Welcome friends,
For the first assignment we'll be diving right in to neural networks. What are they? How do they work? Do they really require blood sacrifices on the third Saturday of odd-numbered months? We'll find out the answers to these questions and more!
During this class you'll be building out your own neural network framework. I'll take care of some of the more boring parts like loading data, stringing things together, etc. so you can focus on the important parts.
Those of you who took vision with me will recognize a lot of the image codebase as stuff that you did! Early on we'll be focussing on applications of deep learning to problems in computer vision so there's a lot of code in image.c
for loading images and performing some basic operations. No need to go into the details, just glance through image.h
for a quick summary of the kinds of operations you can perform on images. We won't need any of that for this homework though!
More pertinent to this homework is the matrix library described in matrix.h
and fleshed out in matrix.c
. As we've learned in class, the heavy lifting in deep learning is done through matrix operations. The important ones we'll be using today are matrix multiplication and an elementwise scaled addition called axpy
(for ax + y). But to warm up we'll do some easy stuff. Let's get crackin!

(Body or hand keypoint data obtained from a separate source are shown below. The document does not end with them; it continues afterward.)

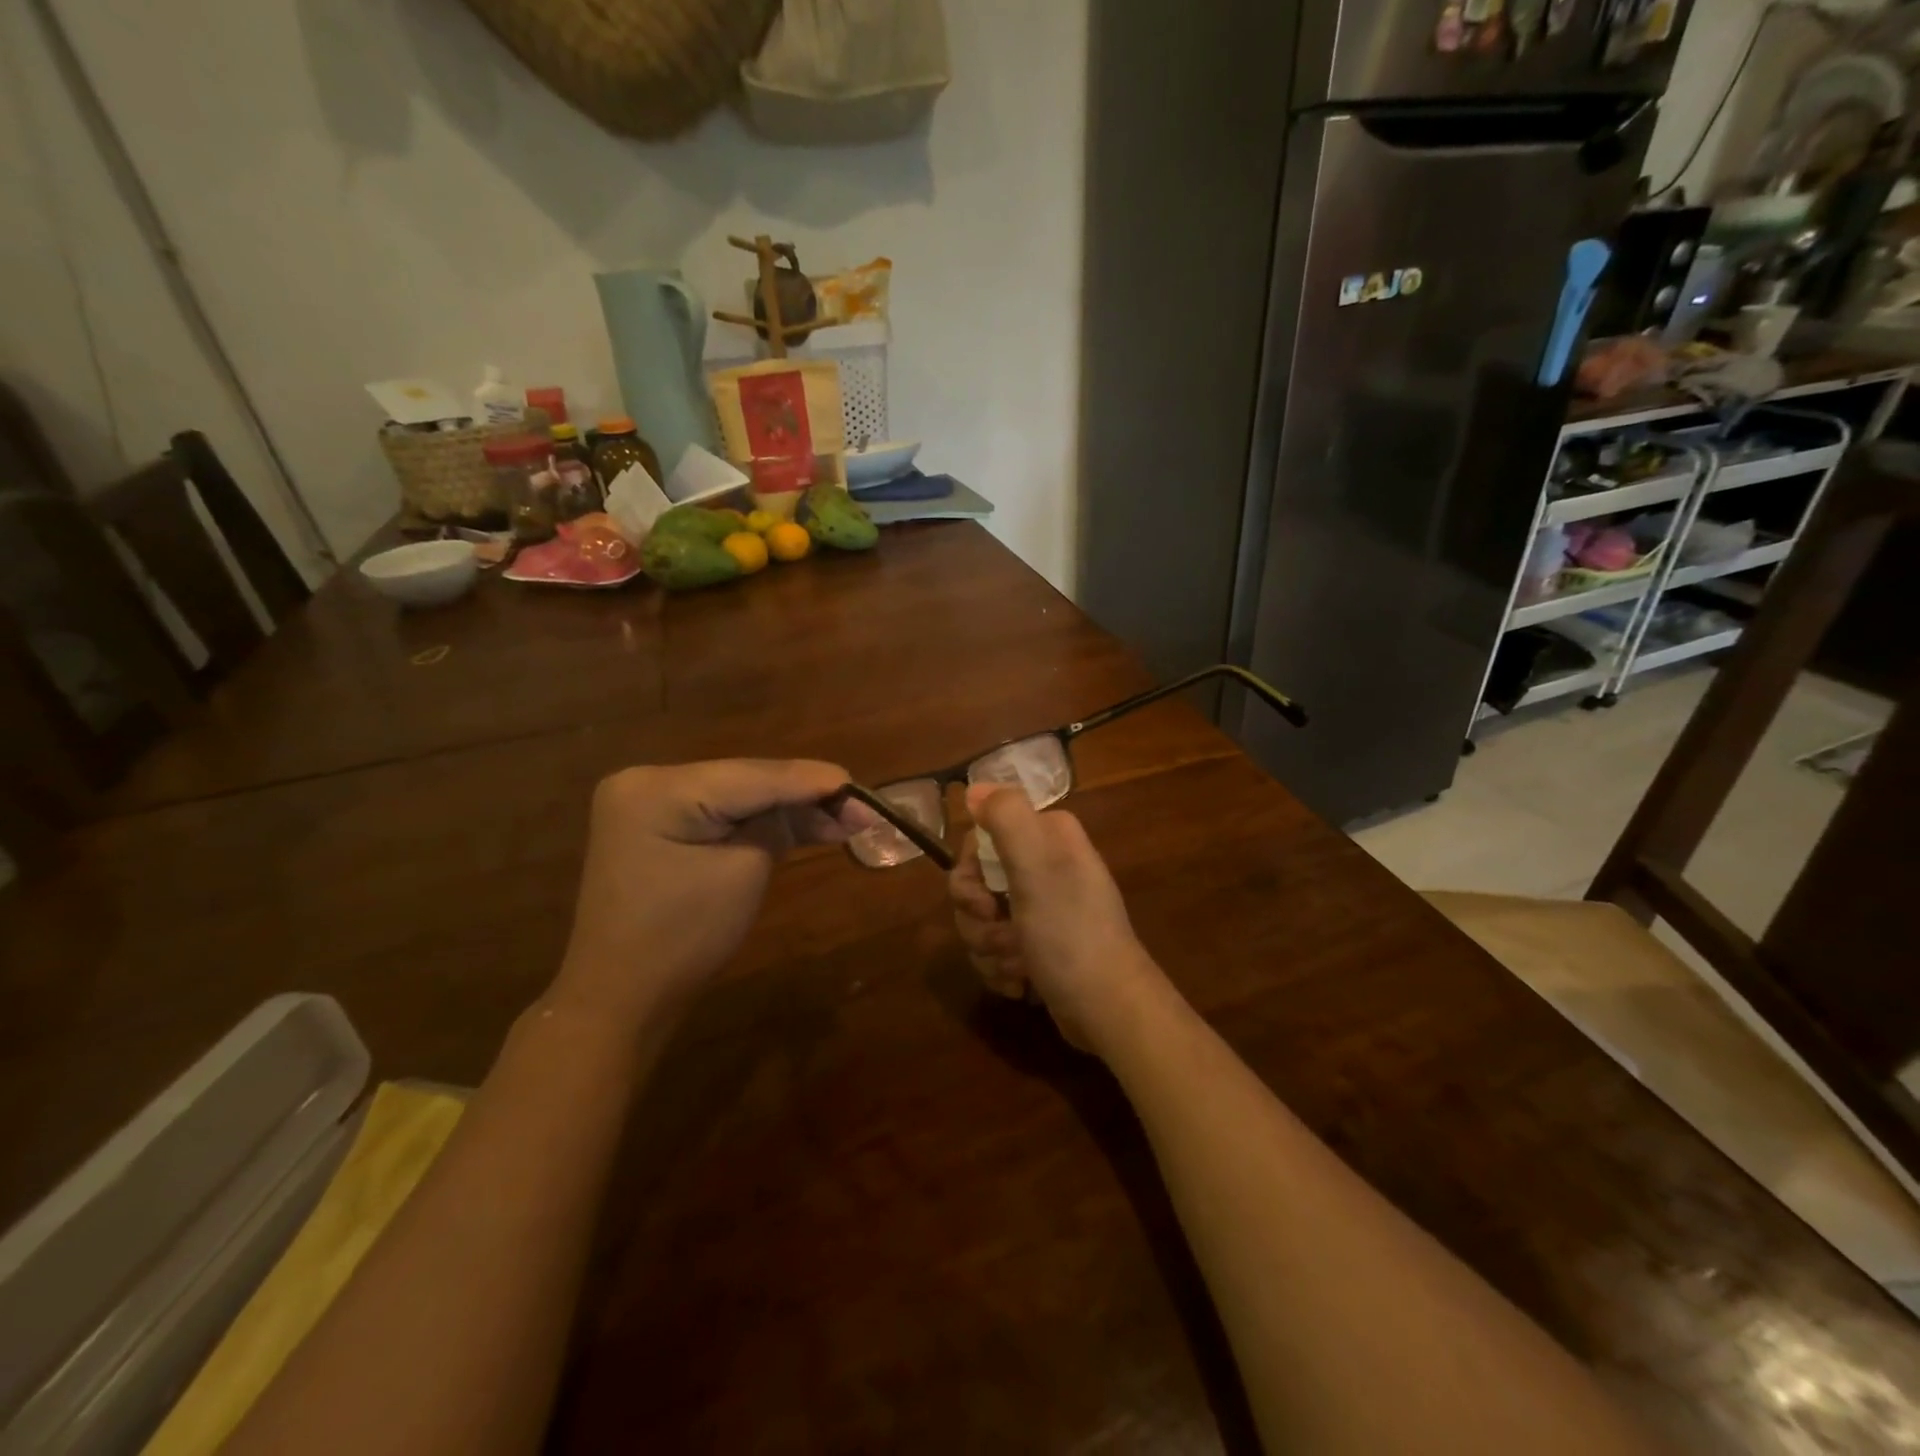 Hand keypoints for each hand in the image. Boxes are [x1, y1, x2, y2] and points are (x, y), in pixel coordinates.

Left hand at [553, 760, 861, 1026]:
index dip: (811, 781)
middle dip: (805, 796)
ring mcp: (649, 803)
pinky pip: (720, 814)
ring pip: (738, 797)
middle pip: (745, 781)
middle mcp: (647, 781)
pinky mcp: (658, 825)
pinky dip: (759, 823)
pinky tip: (808, 826)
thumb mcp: (742, 873)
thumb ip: (778, 823)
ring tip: (847, 819)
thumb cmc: (682, 939)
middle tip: (861, 808)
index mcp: (657, 789)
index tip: (860, 788)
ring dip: (788, 810)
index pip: (751, 777)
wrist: (622, 998)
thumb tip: (819, 798)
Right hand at [948, 784, 1162, 1051]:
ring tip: (1020, 965)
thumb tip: (976, 788)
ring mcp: (1041, 908)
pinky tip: (1023, 982)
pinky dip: (1001, 968)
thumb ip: (1006, 817)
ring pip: (979, 919)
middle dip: (977, 918)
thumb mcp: (1037, 867)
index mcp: (1047, 837)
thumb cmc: (1070, 933)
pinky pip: (993, 949)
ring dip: (989, 948)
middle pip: (975, 882)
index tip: (982, 898)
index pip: (980, 838)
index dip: (969, 872)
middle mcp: (1045, 865)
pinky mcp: (1037, 945)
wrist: (1107, 1008)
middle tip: (1002, 935) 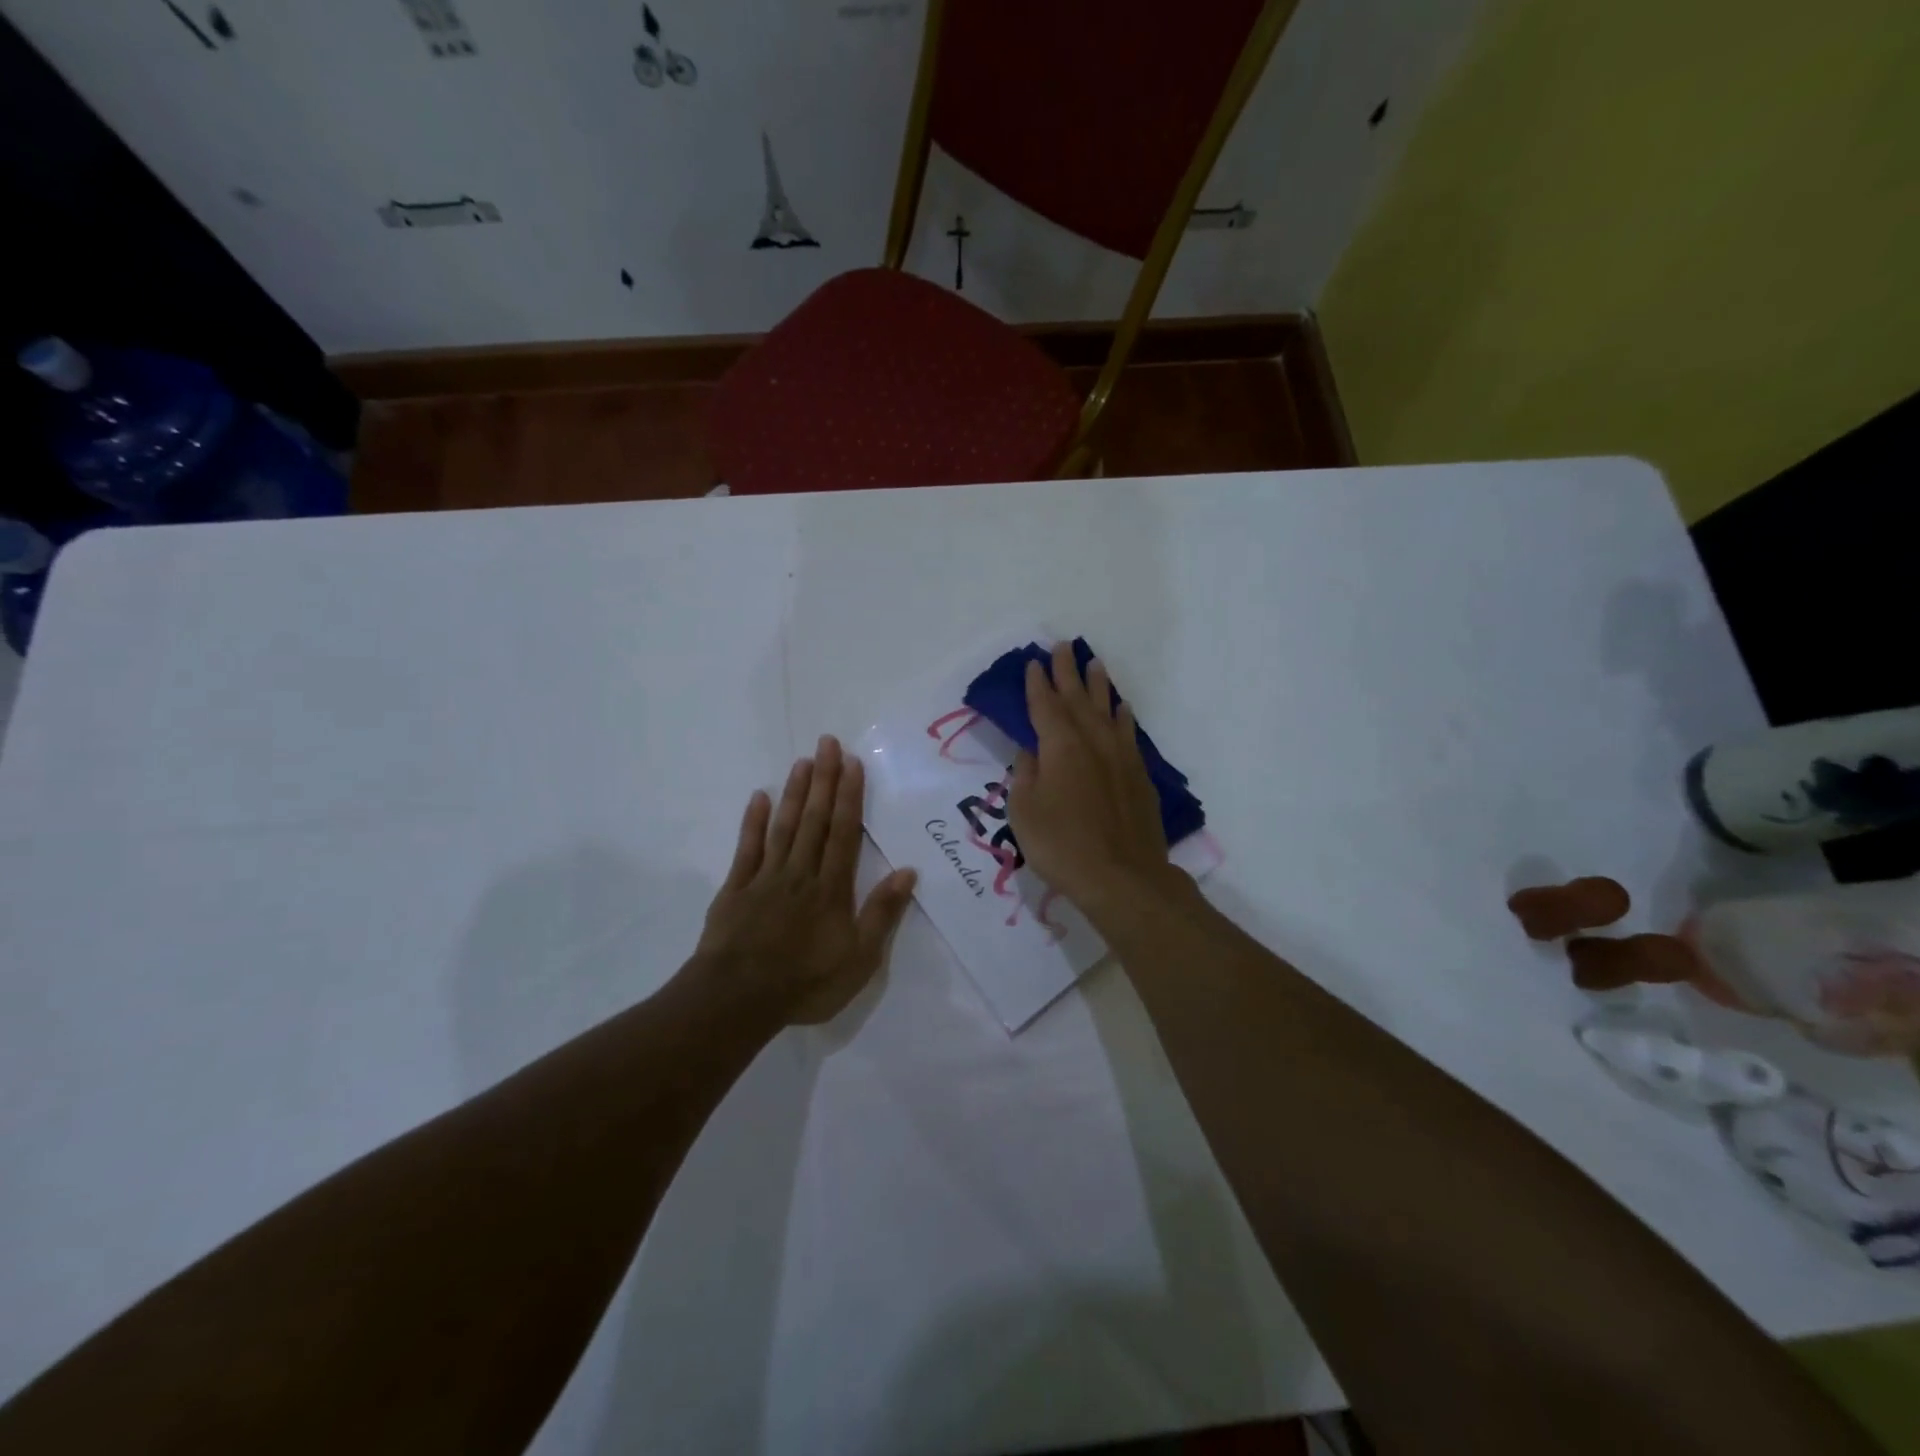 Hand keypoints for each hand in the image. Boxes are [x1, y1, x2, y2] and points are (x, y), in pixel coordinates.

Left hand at [695, 736, 916, 1024]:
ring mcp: (766, 878)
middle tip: (827, 743)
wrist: (737, 1000)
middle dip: (823, 781)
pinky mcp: (736, 889)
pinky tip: (758, 797)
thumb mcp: (858, 960)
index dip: (849, 796)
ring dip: (794, 793)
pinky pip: (747, 849)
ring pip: (784, 827)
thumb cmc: (805, 982)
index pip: (844, 833)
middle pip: (814, 820)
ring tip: (802, 762)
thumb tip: (908, 872)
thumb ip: (881, 913)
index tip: (851, 763)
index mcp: (831, 888)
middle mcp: (800, 873)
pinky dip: (753, 822)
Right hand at [1007, 642, 1172, 914]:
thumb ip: (1025, 775)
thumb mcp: (1024, 812)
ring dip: (1098, 686)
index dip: (1037, 684)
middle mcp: (1092, 742)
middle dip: (1067, 672)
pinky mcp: (1139, 776)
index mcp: (1060, 747)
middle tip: (1062, 646)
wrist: (1123, 878)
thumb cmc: (1061, 845)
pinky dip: (1122, 716)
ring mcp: (1120, 757)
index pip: (1044, 706)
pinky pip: (1129, 733)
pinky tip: (1121, 708)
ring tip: (1094, 663)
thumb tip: (1032, 752)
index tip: (1033, 663)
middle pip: (1077, 699)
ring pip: (1107, 710) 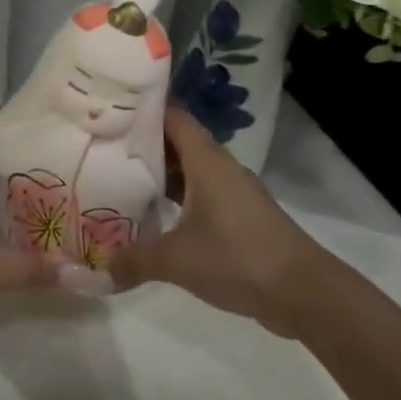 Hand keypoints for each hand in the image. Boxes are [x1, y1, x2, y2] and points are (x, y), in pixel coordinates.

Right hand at [110, 106, 329, 336]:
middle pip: (177, 141)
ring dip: (160, 171)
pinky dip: (177, 195)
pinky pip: (201, 192)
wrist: (304, 292)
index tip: (109, 107)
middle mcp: (220, 167)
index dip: (142, 108)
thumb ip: (134, 261)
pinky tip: (153, 212)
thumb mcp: (177, 260)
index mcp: (206, 160)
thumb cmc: (238, 258)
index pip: (172, 116)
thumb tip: (96, 270)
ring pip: (190, 169)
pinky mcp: (240, 215)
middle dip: (143, 141)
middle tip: (103, 143)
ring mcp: (233, 191)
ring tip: (119, 175)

Remember, the codebase is in C. There is a Makefile
but every time you make a change to the code you have to run make
for your executable to be updated.
If you check out matrix.h
you see that our matrices are pretty simple, just a size in rows
and cols
and a field for the data. Now check out matrix.c
and read through the functions for making new (zeroed out) matrices and randomly filled matrices.
Fill in the code for making a copy of a matrix. We've already created the new matrix for you, you just have to fill it in!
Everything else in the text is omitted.